- _WHAT THE TASK REQUIRES_:
Scan the lines below for "Saint" and copy the matches.

[Start of section]

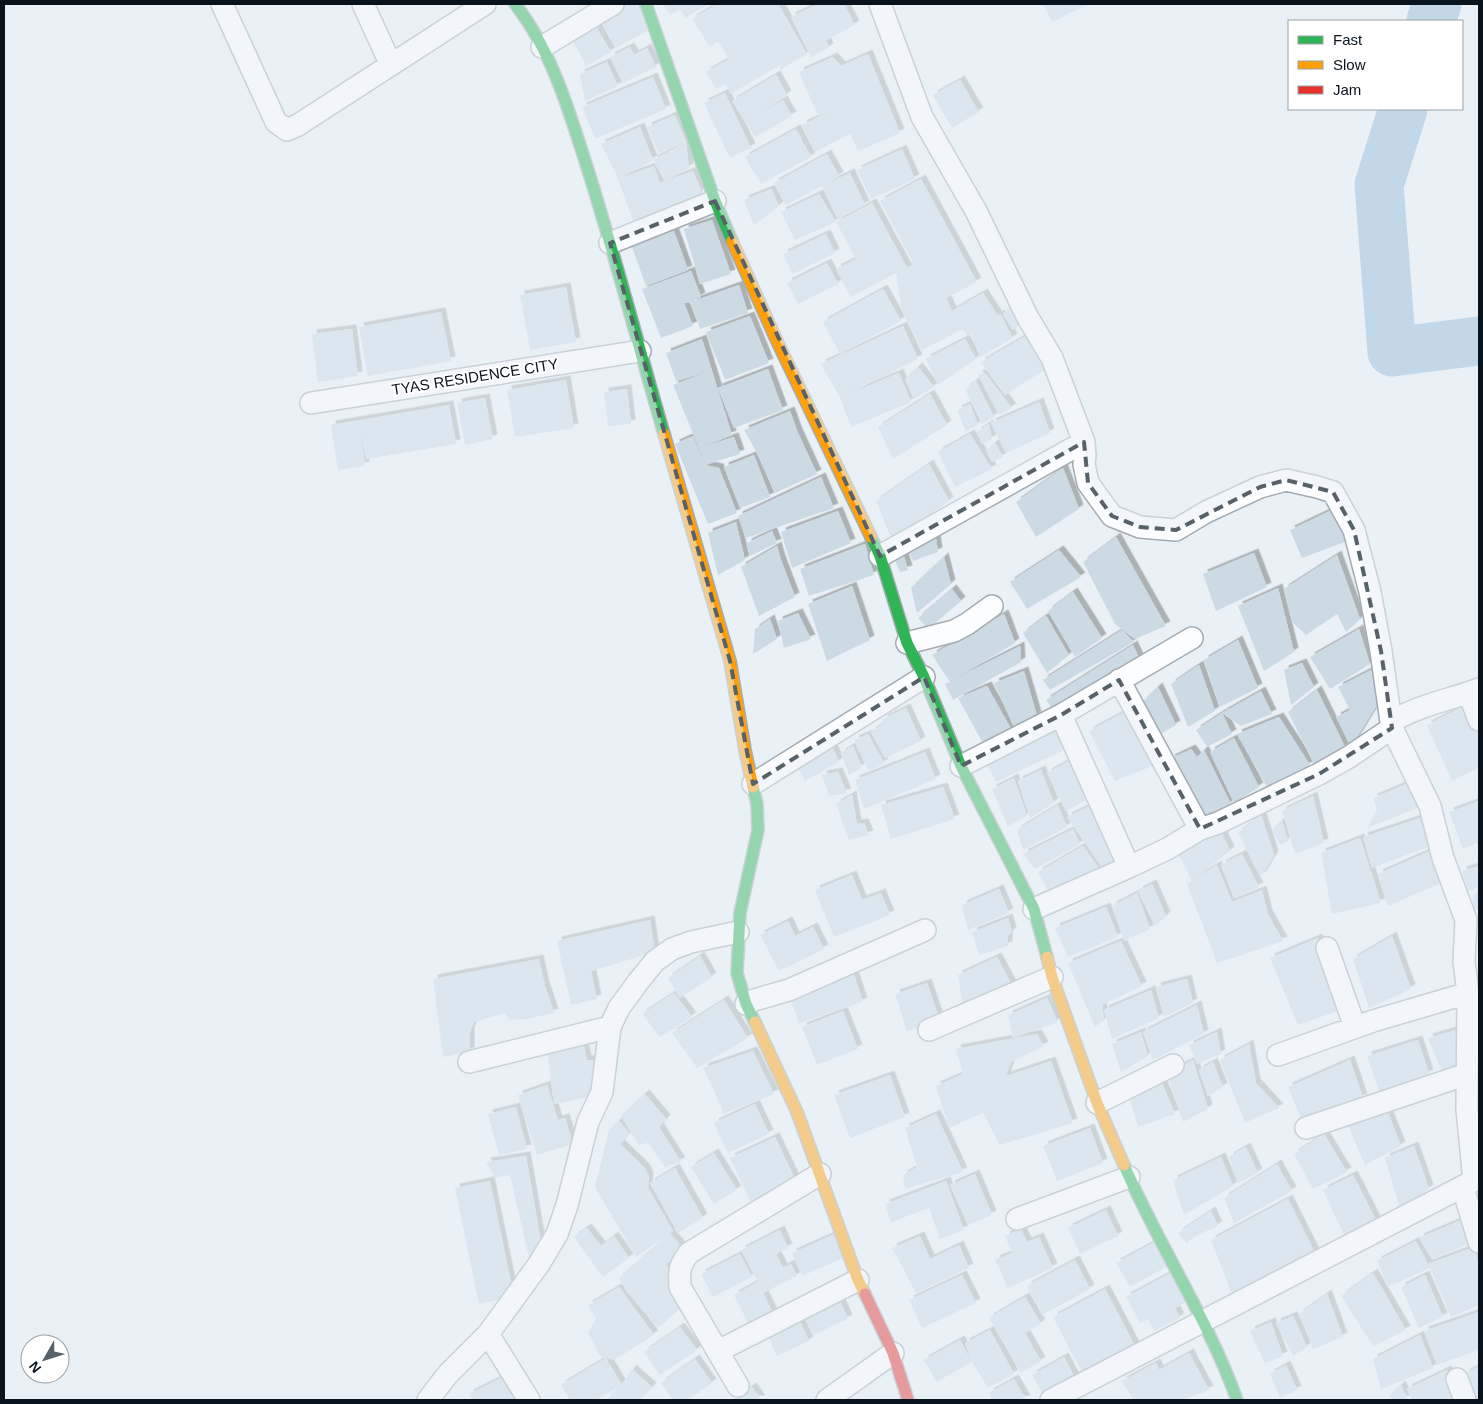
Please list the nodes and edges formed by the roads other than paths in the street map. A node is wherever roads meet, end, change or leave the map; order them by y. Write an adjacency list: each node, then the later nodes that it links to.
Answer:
1 (222, 4): 9 (street)
2 (363, 4): 9 (street)
3 (485, 4): 9 (street)
4 (515, 4): 8 (street)
5 (613, 4): 8 (street)
6 (646, 4): 10 (street)
7 (880, 4): 14 (street)
8 (542, 47): 11 (street)
9 (391, 65)
10 (714, 201): 11 (street); 15 (street)
11 (610, 243): 12 (street)
12 (640, 351): 13 (street, TYAS RESIDENCE CITY); 26 (street)
13 (311, 403)
14 (1084, 442): 15 (street); 24 (street)
15 (880, 556): 18 (street)
16 (992, 606): 18 (street)
17 (1192, 638): 20 (street)
18 (907, 643): 19 (street)
19 (924, 677): 25 (street); 26 (street)
20 (1119, 680): 22 (street); 27 (street)
21 (1474, 691): 23 (street); 24 (street)
22 (1060, 715): 25 (street); 28 (street)
23 (1479, 720)
24 (1392, 725): 27 (street); 30 (street)
25 (961, 766): 29 (street)
26 (753, 784): 32 (street)
27 (1200, 829): 28 (street)
28 (1129, 867): 29 (street)
29 (1034, 909): 34 (street)
30 (1472, 919): 35 (street)
31 (925, 930): 36 (street)
32 (738, 932): 36 (street); 37 (street)
33 (1327, 948): 38 (street)
34 (1052, 977): 39 (street); 44 (street)
35 (1468, 993): 38 (street); 43 (street)
36 (746, 1004): 46 (street)
37 (610, 1027): 41 (street); 53 (street)
38 (1355, 1027): 40 (street)
39 (929, 1030)
40 (1278, 1055)
41 (469, 1062)
42 (1173, 1065): 44 (street)
43 (1467, 1074): 45 (street); 48 (street)
44 (1097, 1103): 47 (street)
45 (1306, 1128)
46 (820, 1174): 51 (street); 54 (street)
47 (1129, 1177): 49 (street); 52 (street)
48 (1472, 1182): 50 (street); 52 (street)
49 (1017, 1219)
50 (1479, 1242)
51 (858, 1280): 54 (street); 55 (street)
52 (1204, 1322): 62 (street); 63 (street)
53 (488, 1334): 58 (street); 59 (street)
54 (718, 1351): 57 (street)
55 (893, 1353): 60 (street); 61 (street)
56 (1457, 1379): 64 (street)
57 (738, 1386)
58 (428, 1400)
59 (528, 1400)
60 (827, 1400)
61 (908, 1400)
62 (1051, 1400)
63 (1237, 1400)
64 (1465, 1400)

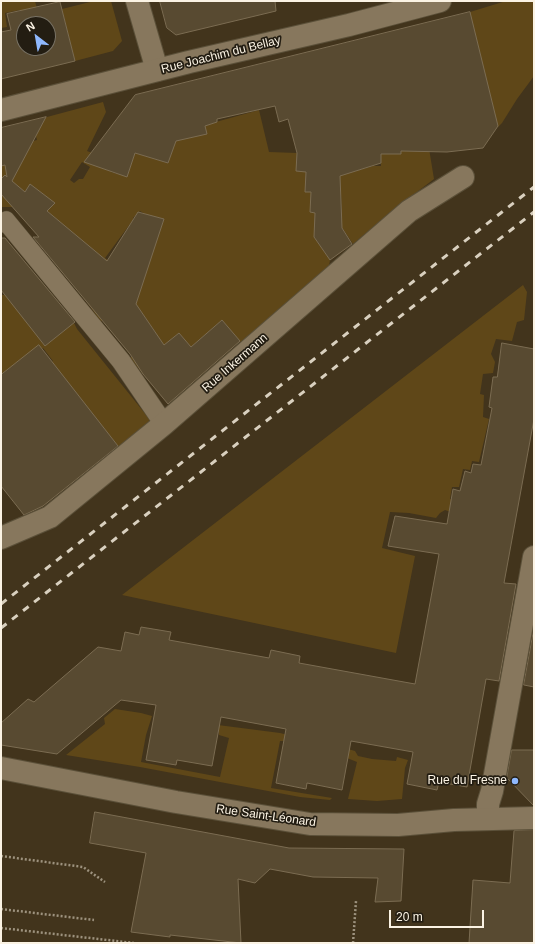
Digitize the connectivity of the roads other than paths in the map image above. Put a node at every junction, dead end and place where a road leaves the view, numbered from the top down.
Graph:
1 (137, 1) edge
2 (440, 1) edge
3 (157, 70) junction
4 (1, 110) edge
5 (462, 177) dead end
6 (1, 223) edge
7 (164, 424) junction
8 (1, 538) edge
9 (534, 557) edge
10 (1, 768) edge
11 (534, 818) edge
12 (488, 819) junction

1 - 3 street
2 - 3 street, Rue Joachim du Bellay
3 - 4 street, Rue Joachim du Bellay
5 - 7 street, Rue Inkermann
6 - 7 lane
7 - 8 street, Rue Inkermann
9 - 12 street
10 - 12 street, Rue Saint-Léonard
11 - 12 street, Rue Saint-Léonard

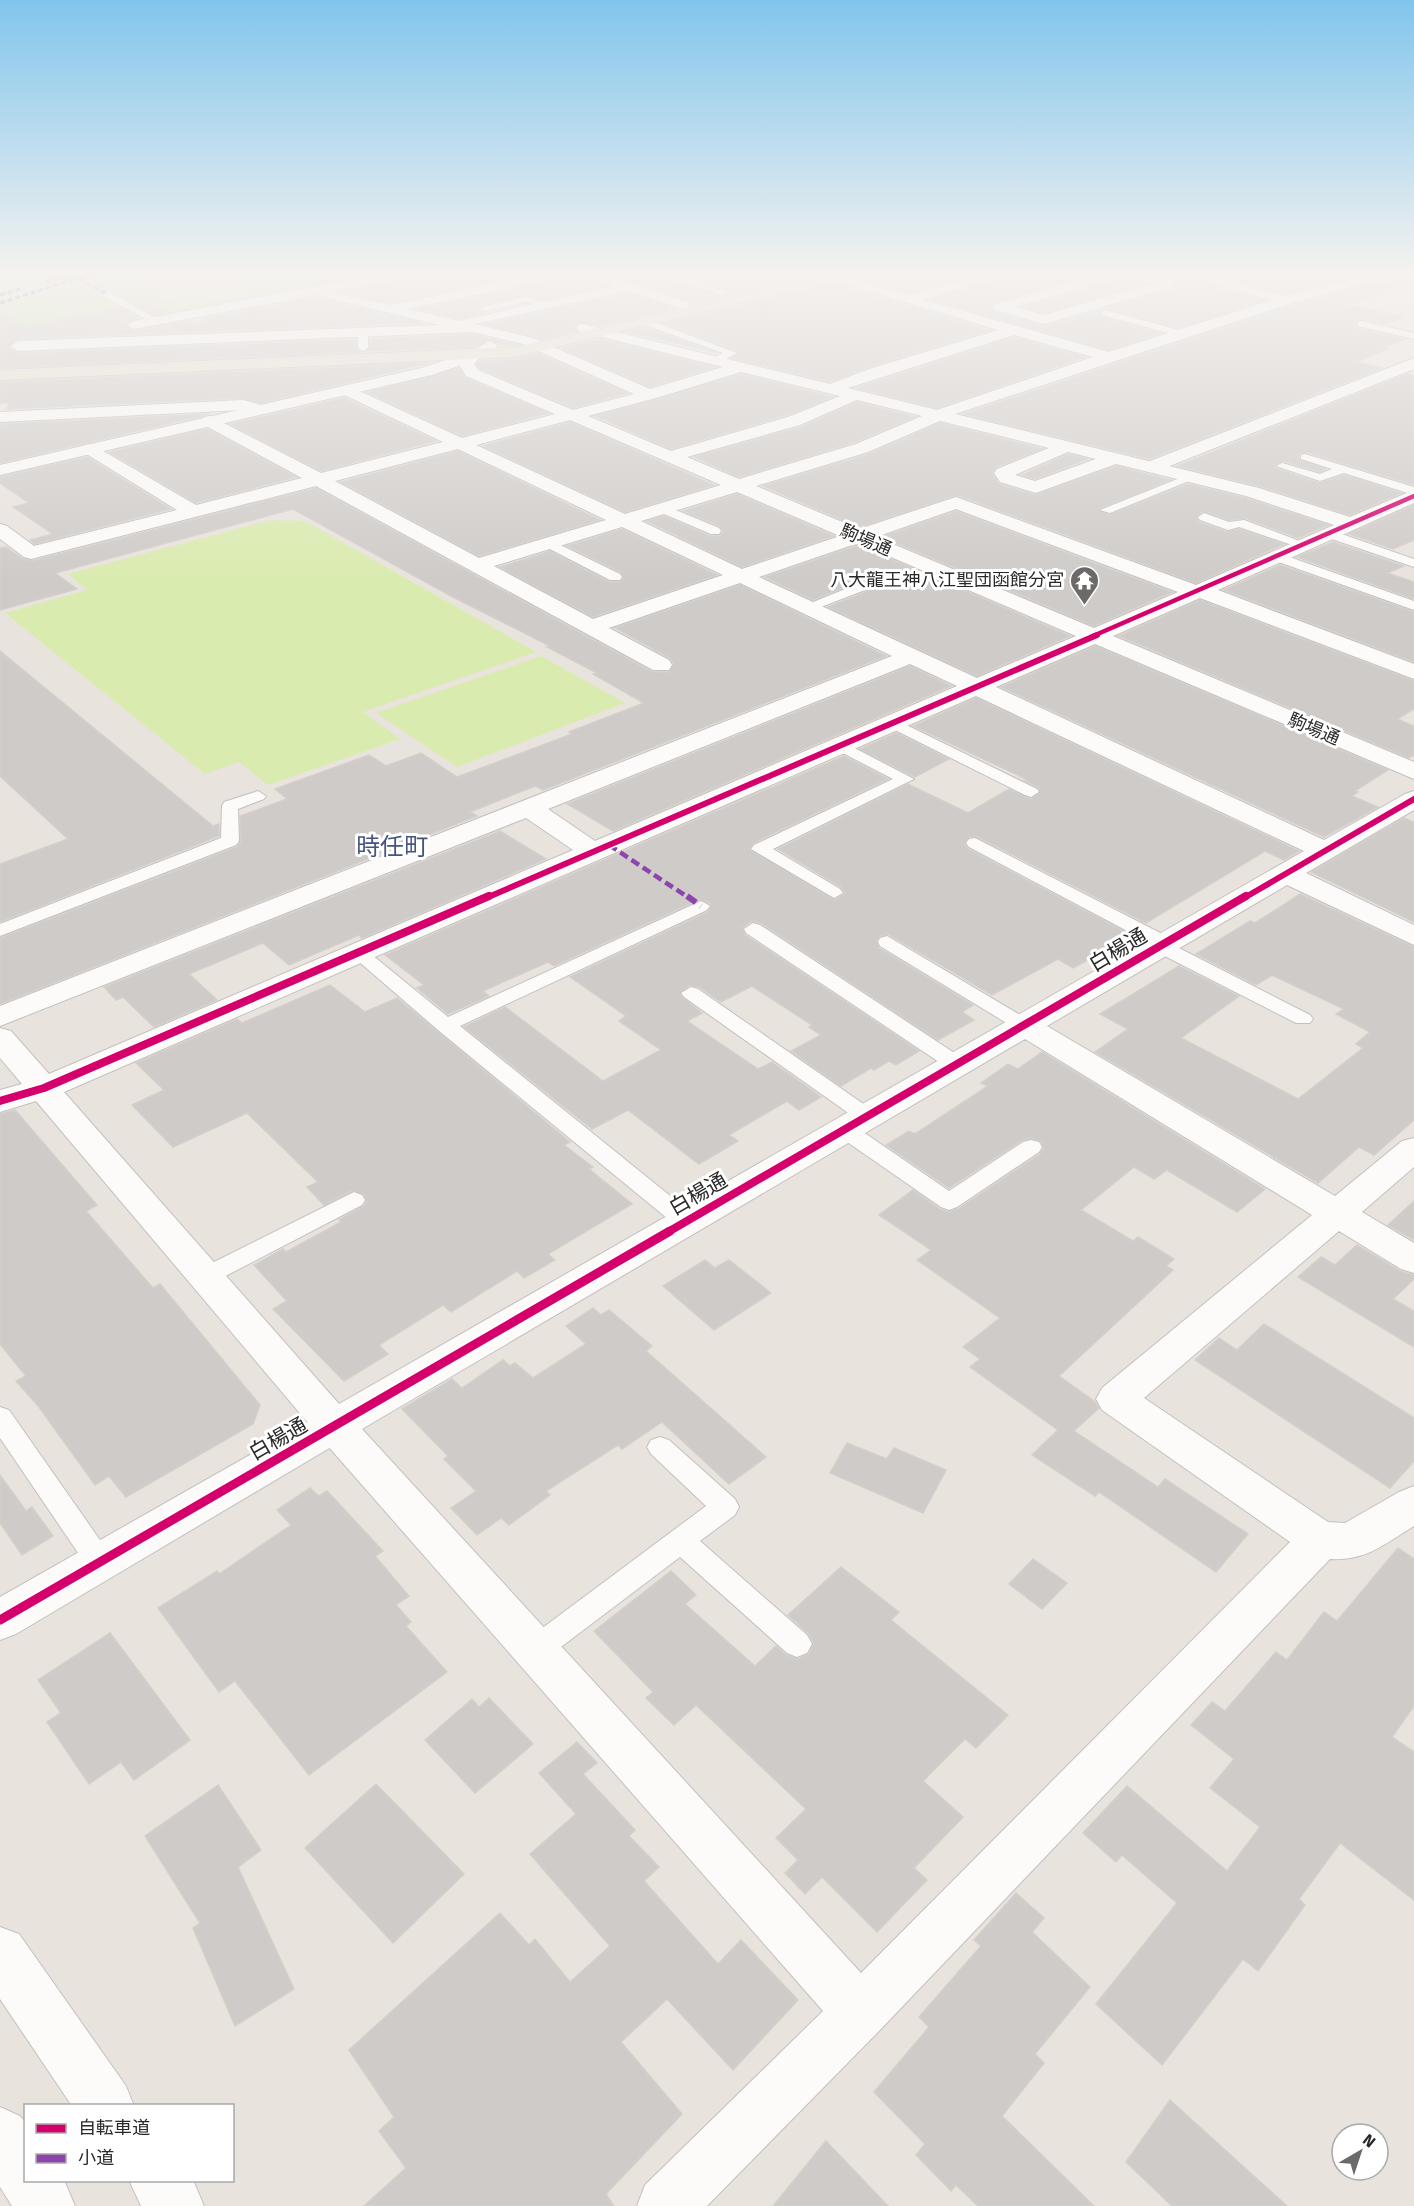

[End of section]

- _TASK RESULT_:
10 - 12 street, Rue Saint-Léonard
11 - 12 street, Rue Saint-Léonard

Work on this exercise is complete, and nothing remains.